Carts or transport skids are sometimes equipped with RFIDs. This allows the software to associate all the parts on the cart with the cart. A sensor picks up the signal of the cart, the computer knows which parts in what sequence were stored in it. These logistic carts might be released for transport to the next work station only when all required parts are received, or the system sends out a notification that a required part is not accounted for. This allows manual interventions, expediting and/or rework.
Is the layout and the factory floor suitable to allow self-guided /automatic guided vehicles? Are they able to follow predetermined paths by following a signal in the floor or do they have more autonomy and are guided by a building-internal GPS. This can be taken all the way to the end customer to ensure that all correct product has been delivered and invoicing can be triggered (Amazon for example). The installers of a custom kitchen cabinet manufacturer scan the RFID code of a damaged part at the installation site. The information is immediately transmitted back to the manufacturing plant and the part is immediately produced, ready for installation the next day.

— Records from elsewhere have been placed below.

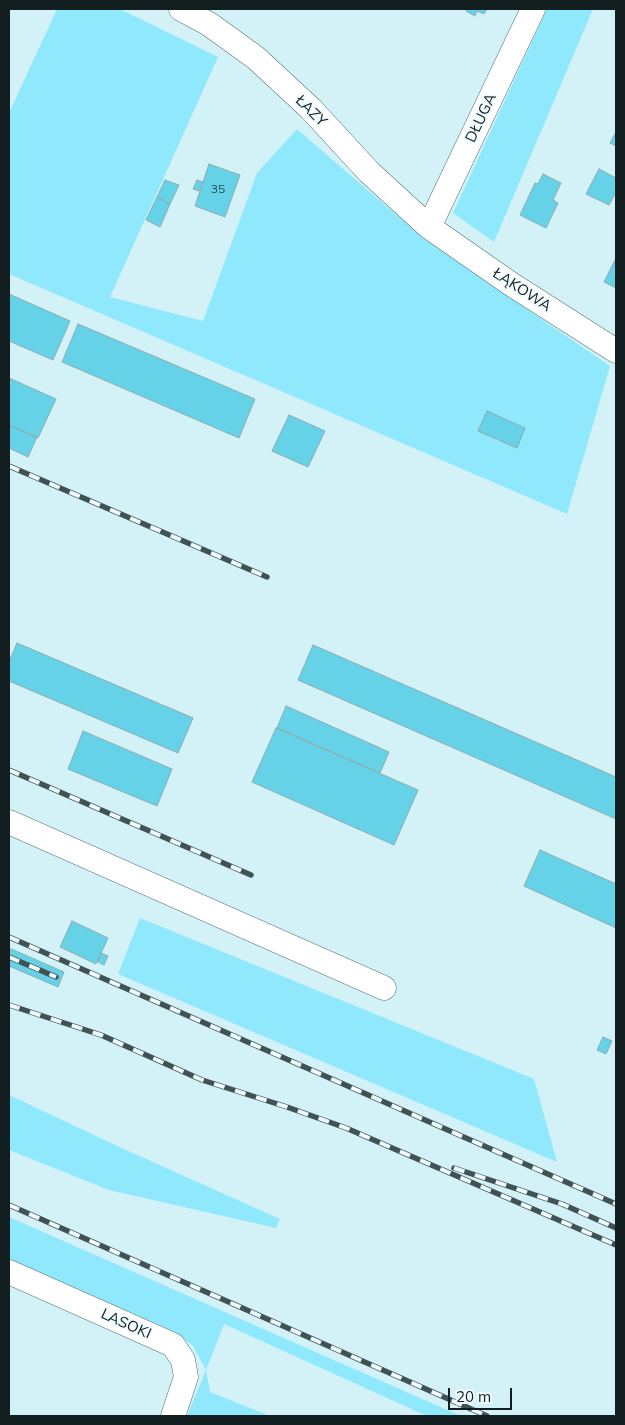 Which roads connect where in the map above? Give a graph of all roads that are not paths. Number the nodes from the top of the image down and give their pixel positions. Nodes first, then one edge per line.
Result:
1 (181, 9) edge
2 (534, 9) edge
3 (429, 227) junction
4 (616, 351) edge
5 (9, 822) edge
6 (384, 988) dead end
7 (9, 1272) edge
8 (173, 1416) edge

1 - 3 street, ŁAZY
2 - 3 street, DŁUGA
3 - 4 street, ŁĄKOWA
5 - 6 street
7 - 8 street, LASOKI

Are your logistics processes geared to be data driven? To what extent are the processes digitized? Not to steal the thunder from the article about data integration, but to what extent are the elements of Material Requirement Planning (MRP), Warehouse Management System (WMS) and the Manufacturing Execution system (MES) aligned?
Take a Board Storage and Retrieval System for example. The MES might only relate to Melamine board by color, thickness and square foot, whereas the WMS needs the length, width and weight. If the board has two different finishes (colors), it needs to know which color is up. If you have veneered board (i.e. cherry veneer) the system needs to know that these boards cannot stay uncovered and be exposed to light. All this info needs to be made available in the right data format.
You need to work on your internal logistics
It does not matter where you are currently on the scale of logistics. The important thing is that you baseline it and get better at it. By identifying logistics as a critical discipline, you give it the needed attention. As you give it attention, the possibilities will become obvious. Apply the system of Continuous Improvement. The most important step is to get started.